Write the records out again, precisely as they stand.

▶ **SUPPLIED RECORDS**:
######
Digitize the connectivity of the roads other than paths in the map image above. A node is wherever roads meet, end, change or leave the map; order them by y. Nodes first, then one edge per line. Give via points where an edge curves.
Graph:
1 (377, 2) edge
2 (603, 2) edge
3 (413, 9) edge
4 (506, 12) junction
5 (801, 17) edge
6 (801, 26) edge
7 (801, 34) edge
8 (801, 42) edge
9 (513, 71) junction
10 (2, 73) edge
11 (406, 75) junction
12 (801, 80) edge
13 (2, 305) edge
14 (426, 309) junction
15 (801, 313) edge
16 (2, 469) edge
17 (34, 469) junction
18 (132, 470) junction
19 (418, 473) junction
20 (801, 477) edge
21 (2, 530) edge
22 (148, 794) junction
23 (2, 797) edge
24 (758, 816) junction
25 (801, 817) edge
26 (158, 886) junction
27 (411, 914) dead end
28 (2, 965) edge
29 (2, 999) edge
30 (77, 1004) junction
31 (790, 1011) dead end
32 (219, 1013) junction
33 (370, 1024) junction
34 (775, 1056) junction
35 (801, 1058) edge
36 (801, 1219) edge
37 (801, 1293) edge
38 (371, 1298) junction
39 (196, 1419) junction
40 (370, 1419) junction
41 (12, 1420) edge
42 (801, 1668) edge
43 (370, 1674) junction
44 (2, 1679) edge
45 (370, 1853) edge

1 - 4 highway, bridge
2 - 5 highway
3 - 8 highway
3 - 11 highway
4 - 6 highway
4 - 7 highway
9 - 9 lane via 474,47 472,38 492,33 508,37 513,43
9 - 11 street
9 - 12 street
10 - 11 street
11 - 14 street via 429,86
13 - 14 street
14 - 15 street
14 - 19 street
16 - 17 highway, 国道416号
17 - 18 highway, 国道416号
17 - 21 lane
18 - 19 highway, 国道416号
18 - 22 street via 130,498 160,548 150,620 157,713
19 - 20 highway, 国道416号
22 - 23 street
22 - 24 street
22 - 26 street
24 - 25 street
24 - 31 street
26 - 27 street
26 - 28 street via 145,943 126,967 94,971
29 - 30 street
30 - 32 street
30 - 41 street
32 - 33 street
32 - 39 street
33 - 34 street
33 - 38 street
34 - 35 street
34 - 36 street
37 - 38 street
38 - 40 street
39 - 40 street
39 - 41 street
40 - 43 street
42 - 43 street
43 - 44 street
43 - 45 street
######
▶ **YOUR SOLUTION**:
Digitize the connectivity of the roads other than paths in the map image above. A node is wherever roads meet, end, change or leave the map; order them by y. Nodes first, then one edge per line. Give via points where an edge curves.
Graph:
1 (377, 2) edge
2 (603, 2) edge
3 (413, 9) edge
4 (506, 12) junction
5 (801, 17) edge
6 (801, 26) edge
7 (801, 34) edge
8 (801, 42) edge
9 (513, 71) junction
10 (2, 73) edge
11 (406, 75) junction
12 (801, 80) edge
13 (2, 305) edge
14 (426, 309) junction
15 (801, 313) edge
16 (2, 469) edge
17 (34, 469) junction
18 (132, 470) junction
19 (418, 473) junction
20 (801, 477) edge
21 (2, 530) edge
22 (148, 794) junction
23 (2, 797) edge
24 (758, 816) junction
25 (801, 817) edge
26 (158, 886) junction
27 (411, 914) dead end
28 (2, 965) edge
29 (2, 999) edge
30 (77, 1004) junction
31 (790, 1011) dead end
32 (219, 1013) junction
33 (370, 1024) junction
34 (775, 1056) junction
35 (801, 1058) edge
36 (801, 1219) edge
37 (801, 1293) edge
38 (371, 1298) junction
39 (196, 1419) junction
40 (370, 1419) junction
41 (12, 1420) edge
42 (801, 1668) edge
43 (370, 1674) junction
44 (2, 1679) edge
45 (370, 1853) edge

1 - 4 highway, bridge
2 - 5 highway
3 - 8 highway
3 - 11 highway
4 - 6 highway
4 - 7 highway
9 - 9 lane via 474,47 472,38 492,33 508,37 513,43
9 - 11 street
9 - 12 street
10 - 11 street
11 - 14 street via 429,86
13 - 14 street
14 - 15 street
14 - 19 street
16 - 17 highway, 国道416号
17 - 18 highway, 国道416号
17 - 21 lane
18 - 19 highway, 国道416号
18 - 22 street via 130,498 160,548 150,620 157,713
19 - 20 highway, 国道416号
22 - 23 street
22 - 24 street
22 - 26 street
24 - 25 street
24 - 31 street
26 - 27 street
26 - 28 street via 145,943 126,967 94,971
29 - 30 street
30 - 32 street
30 - 41 street
32 - 33 street
32 - 39 street
33 - 34 street
33 - 38 street
34 - 35 street
34 - 36 street
37 - 38 street
38 - 40 street
39 - 40 street
39 - 41 street
40 - 43 street
42 - 43 street
43 - 44 street
43 - 45 street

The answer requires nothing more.